* EXERCISE GOAL: In this exercise, every entry is to be transcribed exactly as written.

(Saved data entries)
====

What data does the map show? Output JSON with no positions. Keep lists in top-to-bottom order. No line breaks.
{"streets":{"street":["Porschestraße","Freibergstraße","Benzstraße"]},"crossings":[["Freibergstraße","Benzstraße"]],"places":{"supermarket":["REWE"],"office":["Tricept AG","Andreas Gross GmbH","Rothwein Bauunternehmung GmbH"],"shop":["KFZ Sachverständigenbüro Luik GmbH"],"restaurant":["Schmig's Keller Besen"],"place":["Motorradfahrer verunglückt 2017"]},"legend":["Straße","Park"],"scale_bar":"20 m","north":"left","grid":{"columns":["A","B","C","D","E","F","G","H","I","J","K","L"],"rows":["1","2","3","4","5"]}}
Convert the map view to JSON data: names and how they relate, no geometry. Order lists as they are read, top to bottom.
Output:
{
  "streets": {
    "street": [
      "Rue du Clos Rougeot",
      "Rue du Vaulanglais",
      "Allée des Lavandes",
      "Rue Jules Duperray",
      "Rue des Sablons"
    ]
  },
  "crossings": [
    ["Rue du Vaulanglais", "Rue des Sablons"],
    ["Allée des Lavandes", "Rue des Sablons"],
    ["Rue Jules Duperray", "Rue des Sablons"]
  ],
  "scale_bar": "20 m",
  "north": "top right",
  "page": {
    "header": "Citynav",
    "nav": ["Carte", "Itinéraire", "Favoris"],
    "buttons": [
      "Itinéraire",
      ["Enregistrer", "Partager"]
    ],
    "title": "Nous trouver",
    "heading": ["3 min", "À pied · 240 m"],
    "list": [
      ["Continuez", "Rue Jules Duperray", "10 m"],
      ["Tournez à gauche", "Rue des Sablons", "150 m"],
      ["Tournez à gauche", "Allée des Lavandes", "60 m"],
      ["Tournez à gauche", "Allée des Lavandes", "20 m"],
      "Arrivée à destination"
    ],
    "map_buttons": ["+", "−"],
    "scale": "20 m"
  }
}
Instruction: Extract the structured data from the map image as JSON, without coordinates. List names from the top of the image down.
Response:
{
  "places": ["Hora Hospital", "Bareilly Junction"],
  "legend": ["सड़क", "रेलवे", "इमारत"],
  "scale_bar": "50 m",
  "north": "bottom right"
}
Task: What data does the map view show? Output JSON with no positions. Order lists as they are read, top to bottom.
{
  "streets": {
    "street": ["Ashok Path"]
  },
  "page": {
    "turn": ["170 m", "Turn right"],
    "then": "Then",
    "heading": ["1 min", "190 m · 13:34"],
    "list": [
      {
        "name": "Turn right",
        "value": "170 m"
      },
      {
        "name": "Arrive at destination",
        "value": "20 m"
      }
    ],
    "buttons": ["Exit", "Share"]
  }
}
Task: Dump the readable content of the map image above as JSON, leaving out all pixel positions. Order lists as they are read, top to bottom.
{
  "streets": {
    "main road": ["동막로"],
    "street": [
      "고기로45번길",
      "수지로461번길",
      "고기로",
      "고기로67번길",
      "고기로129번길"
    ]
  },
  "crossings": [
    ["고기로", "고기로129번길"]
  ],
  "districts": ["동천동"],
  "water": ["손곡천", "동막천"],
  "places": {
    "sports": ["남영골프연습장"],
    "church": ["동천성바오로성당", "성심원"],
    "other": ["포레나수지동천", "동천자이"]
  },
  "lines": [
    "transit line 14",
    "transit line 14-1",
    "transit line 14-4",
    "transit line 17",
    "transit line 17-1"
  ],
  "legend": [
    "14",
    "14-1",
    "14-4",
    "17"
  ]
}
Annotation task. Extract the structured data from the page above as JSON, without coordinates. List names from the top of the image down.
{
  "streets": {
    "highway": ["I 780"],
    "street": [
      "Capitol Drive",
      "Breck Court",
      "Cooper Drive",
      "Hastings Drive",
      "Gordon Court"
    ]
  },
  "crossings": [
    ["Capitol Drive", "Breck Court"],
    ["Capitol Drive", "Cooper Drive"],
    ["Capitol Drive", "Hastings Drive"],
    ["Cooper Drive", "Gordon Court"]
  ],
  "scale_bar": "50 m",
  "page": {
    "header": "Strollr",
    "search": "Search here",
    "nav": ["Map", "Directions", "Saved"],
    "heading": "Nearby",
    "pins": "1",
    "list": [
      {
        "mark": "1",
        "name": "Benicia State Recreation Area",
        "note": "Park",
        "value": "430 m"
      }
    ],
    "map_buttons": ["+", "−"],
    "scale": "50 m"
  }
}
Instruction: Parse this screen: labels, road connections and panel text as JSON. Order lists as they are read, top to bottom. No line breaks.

====

* PROBLEM SOLUTION:
What data does the map show? Output JSON with no positions. Keep lists in top-to-bottom order. No line breaks.
{"streets":{"street":["Porschestraße","Freibergstraße","Benzstraße"]},"crossings":[["Freibergstraße","Benzstraße"]],"places":{"supermarket":["REWE"],"office":["Tricept AG","Andreas Gross GmbH","Rothwein Bauunternehmung GmbH"],"shop":["KFZ Sachverständigenbüro Luik GmbH"],"restaurant":["Schmig's Keller Besen"],"place":["Motorradfahrer verunglückt 2017"]},"legend":["Straße","Park"],"scale_bar":"20 m","north":"left","grid":{"columns":["A","B","C","D","E","F","G","H","I","J","K","L"],"rows":["1","2","3","4","5"]}}
Convert the map view to JSON data: names and how they relate, no geometry. Order lists as they are read, top to bottom.
Output:
{
  "streets": {
    "street": [
      "Rue du Clos Rougeot",
      "Rue du Vaulanglais",
      "Allée des Lavandes",
      "Rue Jules Duperray",
      "Rue des Sablons"
    ]
  },
  "crossings": [
    ["Rue du Vaulanglais", "Rue des Sablons"],
    ["Allée des Lavandes", "Rue des Sablons"],
    ["Rue Jules Duperray", "Rue des Sablons"]
  ],
  "scale_bar": "20 m",
  "north": "top right",
  "page": {
    "header": "Citynav",
    "nav": ["Carte", "Itinéraire", "Favoris"],
    "buttons": [
      "Itinéraire",
      ["Enregistrer", "Partager"]
    ],
    "title": "Nous trouver",
    "heading": ["3 min", "À pied · 240 m"],
    "list": [
      ["Continuez", "Rue Jules Duperray", "10 m"],
      ["Tournez à gauche", "Rue des Sablons", "150 m"],
      ["Tournez à gauche", "Allée des Lavandes", "60 m"],
      ["Tournez à gauche", "Allée des Lavandes", "20 m"],
      "Arrivée à destination"
    ],
    "map_buttons": ["+", "−"],
    "scale": "20 m"
  }
}
Instruction: Extract the structured data from the map image as JSON, without coordinates. List names from the top of the image down.
Response:
{
  "places": ["Hora Hospital", "Bareilly Junction"],
  "legend": ["सड़क", "रेलवे", "इमारत"],
  "scale_bar": "50 m",
  "north": "bottom right"
}
Task: What data does the map view show? Output JSON with no positions. Order lists as they are read, top to bottom.
{
  "streets": {
    "street": ["Ashok Path"]
  },
  "page": {
    "turn": ["170 m", "Turn right"],
    "then": "Then",
    "heading": ["1 min", "190 m · 13:34"],
    "list": [
      {
        "name": "Turn right",
        "value": "170 m"
      },
      {
        "name": "Arrive at destination",
        "value": "20 m"
      }
    ],
    "buttons": ["Exit", "Share"]
  }
}
Task: Dump the readable content of the map image above as JSON, leaving out all pixel positions. Order lists as they are read, top to bottom.
{
  "streets": {
    "main road": ["동막로"],
    "street": [
      "고기로45번길",
      "수지로461번길",
      "고기로",
      "고기로67번길",
      "고기로129번길"
    ]
  },
  "crossings": [
    ["고기로", "고기로129번길"]
  ],
  "districts": ["동천동"],
  "water": ["손곡천", "동막천"],
  "places": {
    "sports": ["남영골프연습장"],
    "church": ["동천성바오로성당", "성심원"],
    "other": ["포레나수지동천", "동천자이"]
  },
  "lines": [
    "transit line 14",
    "transit line 14-1",
    "transit line 14-4",
    "transit line 17",
    "transit line 17-1"
  ],
  "legend": [
    "14",
    "14-1",
    "14-4",
    "17"
  ]
}
Annotation task. Extract the structured data from the page above as JSON, without coordinates. List names from the top of the image down.
{
  "streets": {
    "highway": ["I 780"],
    "street": [
      "Capitol Drive",
      "Breck Court",
      "Cooper Drive",
      "Hastings Drive",
      "Gordon Court"
    ]
  },
  "crossings": [
    ["Capitol Drive", "Breck Court"],
    ["Capitol Drive", "Cooper Drive"],
    ["Capitol Drive", "Hastings Drive"],
    ["Cooper Drive", "Gordon Court"]
  ],
  "scale_bar": "50 m",
  "page": {
    "header": "Strollr",
    "search": "Search here",
    "nav": ["Map", "Directions", "Saved"],
    "heading": "Nearby",
    "pins": "1",
    "list": [
      {
        "mark": "1",
        "name": "Benicia State Recreation Area",
        "note": "Park",
        "value": "430 m"
      }
    ],
    "map_buttons": ["+", "−"],
    "scale": "50 m"
  }
}
Instruction: Parse this screen: labels, road connections and panel text as JSON. Order lists as they are read, top to bottom. No line breaks.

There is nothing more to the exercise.